The first job was to assign functions to rooms.  I was then to design a kitchen and bathrooms, furniture, storage provision and lighting.  We finally settled on a private suite for Christoph and Yves upstairs, with cold weather dining and living rooms and two facing guestrooms with bathrooms on the ground floor. The design of the bathrooms was crucial.  In this hot climate, bathing has to be pleasurable – if you have a really hot bath, you feel cooler when you get out.  I wanted to create modern hamams. The existing fabric of the designated bathrooms was wonderful, at once austere and ornate - stone floors, slender columns, lofty, vaulted ceilings and small, high windows with coloured glass.  I designed vast, unadorned stone tubs and solid block basins with smooth hemispherical cavities. The baths are a good example of the collaborative nature of the whole enterprise, being made on site in local stone by a Tunisian builder using drawings supplied from London and fitted with imported taps.
 
Outside, it was a matter of clearing away external accretions and adding stairs to improve access to the roof areas. I chose to house the stairs within the drama of a nine-metre double wall open to the sky. The roof terraces - used both early in the morning and in the relative cool of the evening - needed a certain amount of rethinking in order to become exceptional and not merely useful spaces.
 
I visited several times. Building work came to an end during one of these stays.  In honour of my contribution to the rebirth of the house, I was invited to take the first bath.  I turned on the shower, took off my clothes in a leisurely fashion and admired my work - I confess to feeling pretty pleased with myself. The pool of warm water seeped languidly across the perfect stone slabs.  I stepped out of my reverie and into the torrent of water, only to receive a huge electric shock – enough to throw me to the floor. The local electrician had artfully arranged the wiring such that the entire system was live. I like an invigorating shower, but this exceeded all expectations.
 
There comes a moment when the client moves in and colonises the spaces you have made and which you know so intimately – it’s a strange moment for the architect.

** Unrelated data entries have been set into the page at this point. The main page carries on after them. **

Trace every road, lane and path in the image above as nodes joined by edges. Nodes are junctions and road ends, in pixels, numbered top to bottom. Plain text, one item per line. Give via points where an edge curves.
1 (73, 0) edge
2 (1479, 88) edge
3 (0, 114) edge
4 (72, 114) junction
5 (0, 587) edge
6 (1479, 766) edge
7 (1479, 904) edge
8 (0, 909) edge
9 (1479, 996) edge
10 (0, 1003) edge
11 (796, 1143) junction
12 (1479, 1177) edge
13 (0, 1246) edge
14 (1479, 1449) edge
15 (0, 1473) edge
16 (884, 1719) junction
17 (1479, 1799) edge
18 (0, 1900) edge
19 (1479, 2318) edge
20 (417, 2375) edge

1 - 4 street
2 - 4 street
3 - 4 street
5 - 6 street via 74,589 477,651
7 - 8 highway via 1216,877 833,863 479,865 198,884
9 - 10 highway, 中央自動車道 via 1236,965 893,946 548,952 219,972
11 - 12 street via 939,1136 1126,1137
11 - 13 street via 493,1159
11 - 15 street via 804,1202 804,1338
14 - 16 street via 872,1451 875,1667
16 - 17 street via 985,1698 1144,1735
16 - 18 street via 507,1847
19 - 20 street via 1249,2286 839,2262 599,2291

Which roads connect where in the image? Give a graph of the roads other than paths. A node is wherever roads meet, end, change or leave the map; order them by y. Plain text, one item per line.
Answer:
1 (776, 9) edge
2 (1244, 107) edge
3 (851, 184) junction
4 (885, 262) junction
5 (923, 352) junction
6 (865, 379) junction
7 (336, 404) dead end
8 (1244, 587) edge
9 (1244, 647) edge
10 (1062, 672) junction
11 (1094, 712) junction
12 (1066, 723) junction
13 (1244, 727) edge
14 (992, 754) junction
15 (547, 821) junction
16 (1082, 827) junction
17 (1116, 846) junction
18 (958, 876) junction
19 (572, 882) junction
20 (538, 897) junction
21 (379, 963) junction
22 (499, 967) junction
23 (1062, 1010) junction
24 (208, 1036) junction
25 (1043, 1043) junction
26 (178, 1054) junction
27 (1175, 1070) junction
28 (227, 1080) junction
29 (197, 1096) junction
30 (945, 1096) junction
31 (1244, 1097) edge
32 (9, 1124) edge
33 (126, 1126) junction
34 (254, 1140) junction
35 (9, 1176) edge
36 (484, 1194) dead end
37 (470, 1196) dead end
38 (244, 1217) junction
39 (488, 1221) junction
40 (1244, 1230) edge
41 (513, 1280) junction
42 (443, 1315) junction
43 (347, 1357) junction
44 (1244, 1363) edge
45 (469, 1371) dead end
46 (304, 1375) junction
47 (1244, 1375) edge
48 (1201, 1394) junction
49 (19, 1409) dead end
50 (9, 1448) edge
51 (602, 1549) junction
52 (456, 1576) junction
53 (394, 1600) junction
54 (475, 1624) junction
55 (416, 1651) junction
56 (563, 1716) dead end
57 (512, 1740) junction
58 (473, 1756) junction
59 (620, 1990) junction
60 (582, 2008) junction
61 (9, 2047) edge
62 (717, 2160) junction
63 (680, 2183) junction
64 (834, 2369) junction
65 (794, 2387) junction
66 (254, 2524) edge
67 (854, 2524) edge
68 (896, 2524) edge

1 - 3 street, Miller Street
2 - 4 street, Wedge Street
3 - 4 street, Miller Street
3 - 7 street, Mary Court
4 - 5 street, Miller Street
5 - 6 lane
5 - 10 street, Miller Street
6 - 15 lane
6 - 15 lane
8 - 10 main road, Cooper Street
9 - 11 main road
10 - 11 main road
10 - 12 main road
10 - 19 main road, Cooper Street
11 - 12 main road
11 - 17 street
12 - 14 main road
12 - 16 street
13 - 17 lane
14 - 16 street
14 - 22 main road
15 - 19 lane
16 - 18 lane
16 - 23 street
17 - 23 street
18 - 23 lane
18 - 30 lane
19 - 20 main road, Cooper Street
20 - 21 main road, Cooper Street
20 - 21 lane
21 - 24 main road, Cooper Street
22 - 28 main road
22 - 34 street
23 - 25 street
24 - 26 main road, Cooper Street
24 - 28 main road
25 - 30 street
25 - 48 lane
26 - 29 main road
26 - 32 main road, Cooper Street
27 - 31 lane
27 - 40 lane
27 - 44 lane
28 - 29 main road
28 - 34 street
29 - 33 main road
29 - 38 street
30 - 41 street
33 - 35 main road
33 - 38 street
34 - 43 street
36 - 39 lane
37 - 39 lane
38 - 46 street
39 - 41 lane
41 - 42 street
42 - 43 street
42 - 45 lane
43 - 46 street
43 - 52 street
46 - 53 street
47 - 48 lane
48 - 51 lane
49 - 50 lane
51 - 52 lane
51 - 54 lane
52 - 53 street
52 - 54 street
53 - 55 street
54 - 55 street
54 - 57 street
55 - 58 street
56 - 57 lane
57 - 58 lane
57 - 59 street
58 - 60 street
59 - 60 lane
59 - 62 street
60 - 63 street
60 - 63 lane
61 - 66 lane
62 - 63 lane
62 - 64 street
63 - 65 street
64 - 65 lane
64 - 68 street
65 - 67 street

This was never part of the experience of the Tunis project.  Things are different when your relationship with a building is not of the usual, all-encompassing intensity – you don’t have to worry about every detail, you don’t blame yourself for things that aren’t right. The finished house is a glory.  I would probably have done more if I had had total design control, but then again, maybe I wouldn’t - with an old house, what you don’t do is of critical significance. What is certain is that here, unusually, I was not trying to build a pattern of life into the architecture, that was not my role – that was for Christoph, Yves and the house itself to determine.